I've been saying this for about a year since seeing the Othello GPT research, but it's nice to see more minds changing as the research builds up.
Edit: Because people aren't actually reading and just commenting based on the headline, a relevant part of the article:
New research may have intimations of an answer. A theory developed by Sanjeev Arora of Princeton University and Anirudh Goyal, a research scientist at Google DeepMind, suggests that the largest of today’s LLMs are not stochastic parrots. The authors argue that as these models get bigger and are trained on more data, they improve on individual language-related abilities and also develop new ones by combining skills in a manner that hints at understanding — combinations that were unlikely to exist in the training data.
This theoretical approach, which provides a mathematically provable argument for how and why an LLM can develop so many abilities, has convinced experts like Hinton, and others. And when Arora and his team tested some of its predictions, they found that these models behaved almost exactly as expected.
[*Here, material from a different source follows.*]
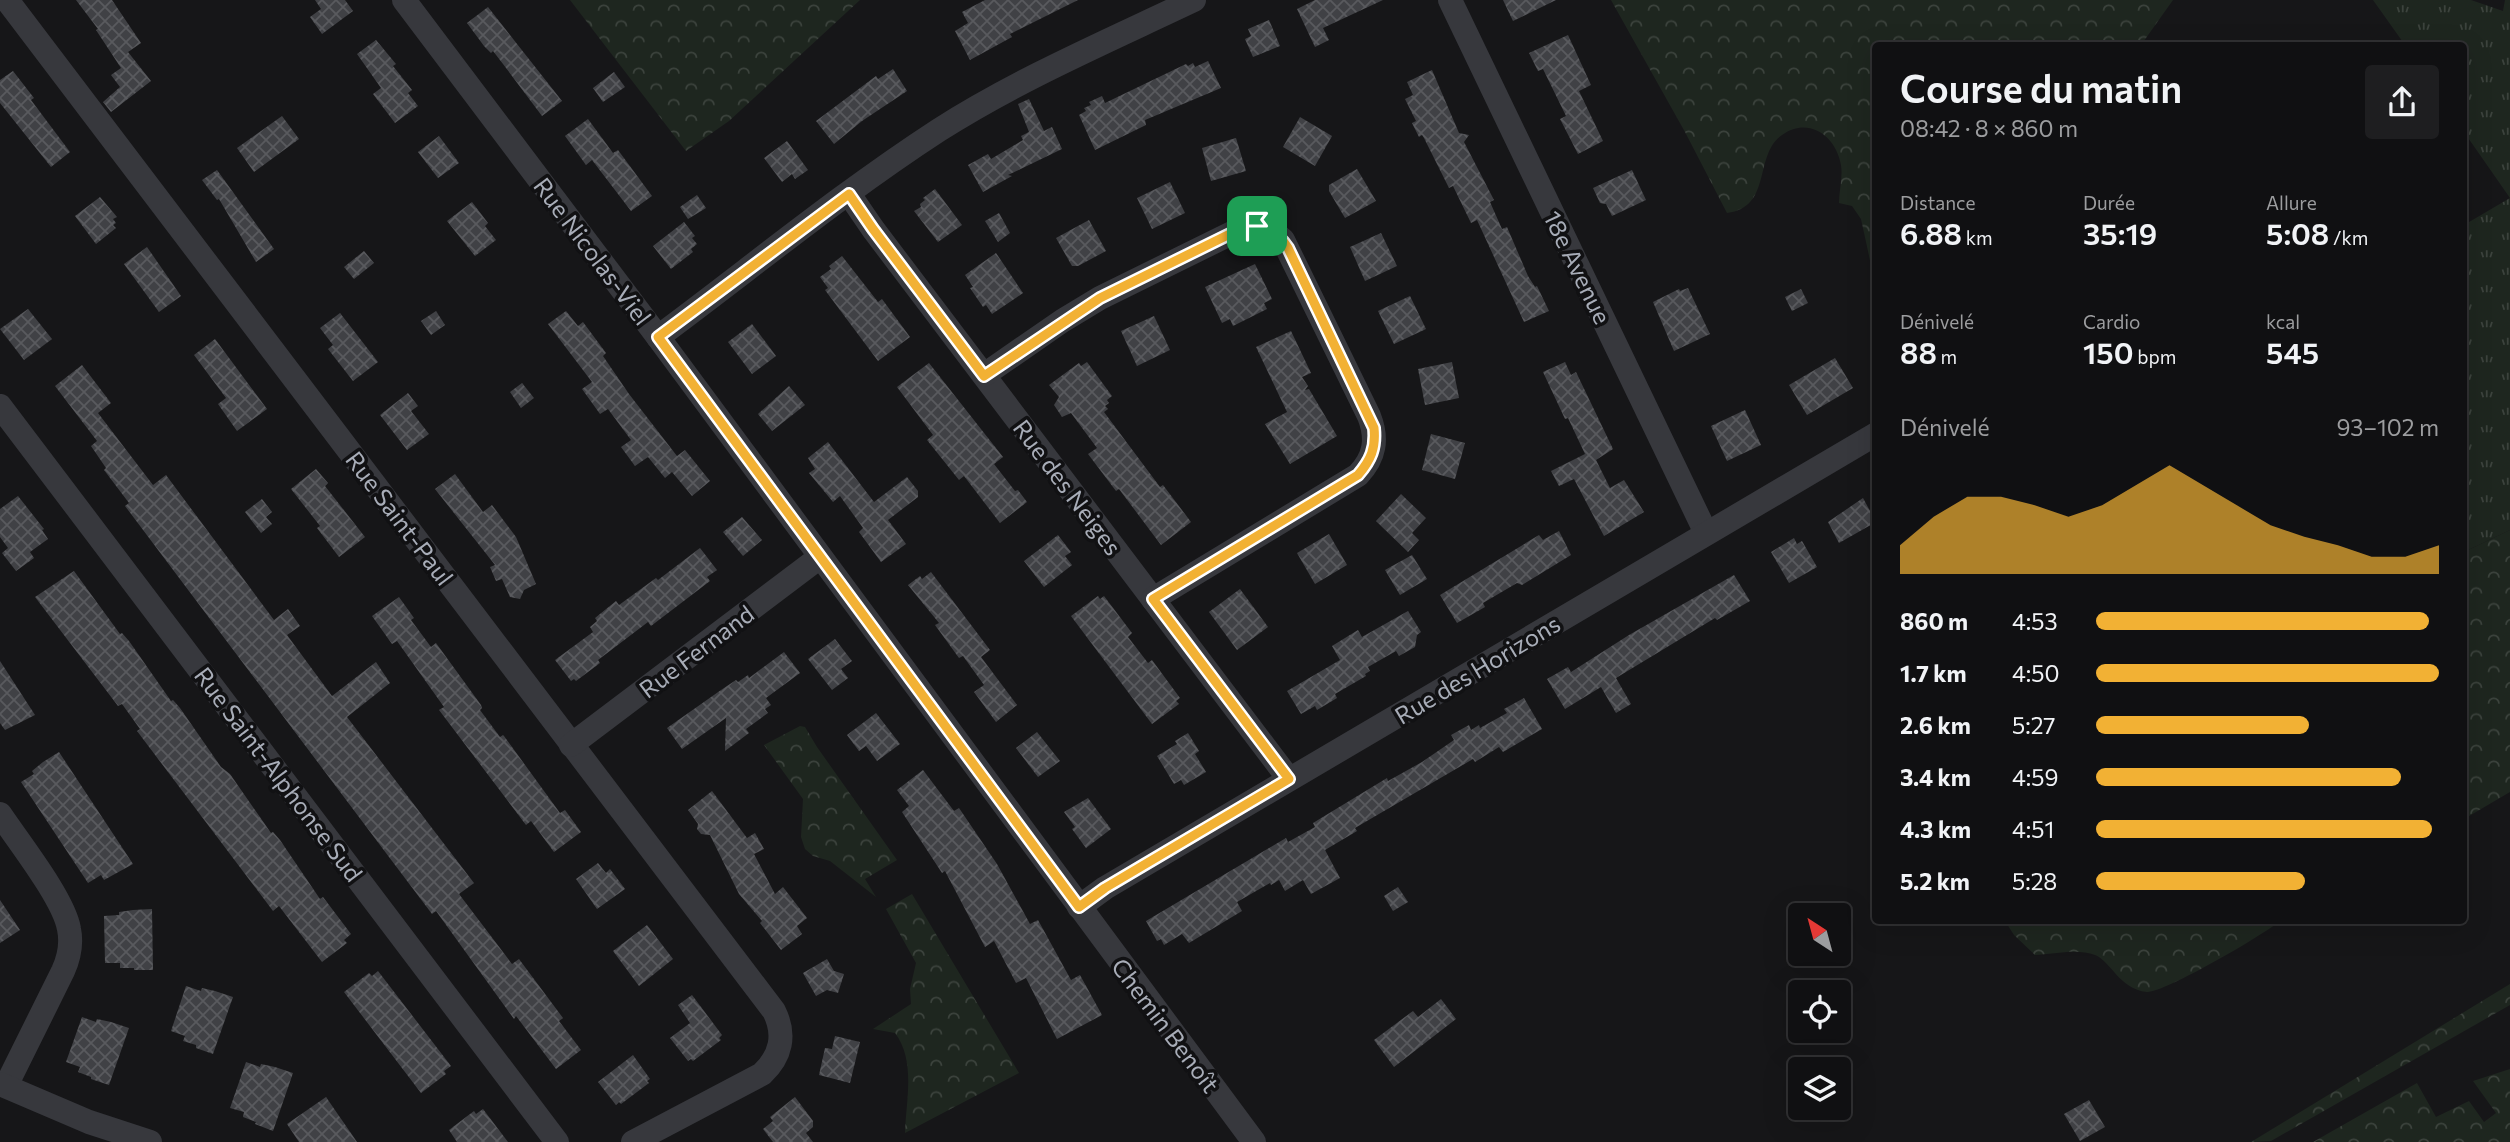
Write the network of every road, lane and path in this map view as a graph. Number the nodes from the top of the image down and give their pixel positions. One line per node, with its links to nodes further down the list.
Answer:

From all accounts, they’ve made a strong case that the largest LLMs are not just parroting what they’ve seen before.
“[They] cannot be just mimicking what has been seen in the training data,” said Sébastien Bubeck, a mathematician and computer scientist at Microsoft Research who was not part of the work. “That’s the basic insight.”
But the training corpus also has a lot of stories of people who didn't.
The "but muah training data" thing is increasingly stupid by the year.
For example, in the training data of humans, there's mixed and roughly equal preferences to be the big spoon or little spoon in cuddling.
So why does Claude Opus (both 3 and 4) say it would prefer to be the little spoon 100% of the time on a 0-shot at 1.0 temp?
Sonnet 4 (which presumably has the same training data) alternates between preferring big and little spoon around equally.
There's more to model complexity and coherence than "it's just the training data being remixed stochastically."
The self-attention of the transformer architecture violates the Markov principle and across pretraining and fine tuning ends up creating very nuanced networks that can (and often do) bias away from the training data in interesting and important ways.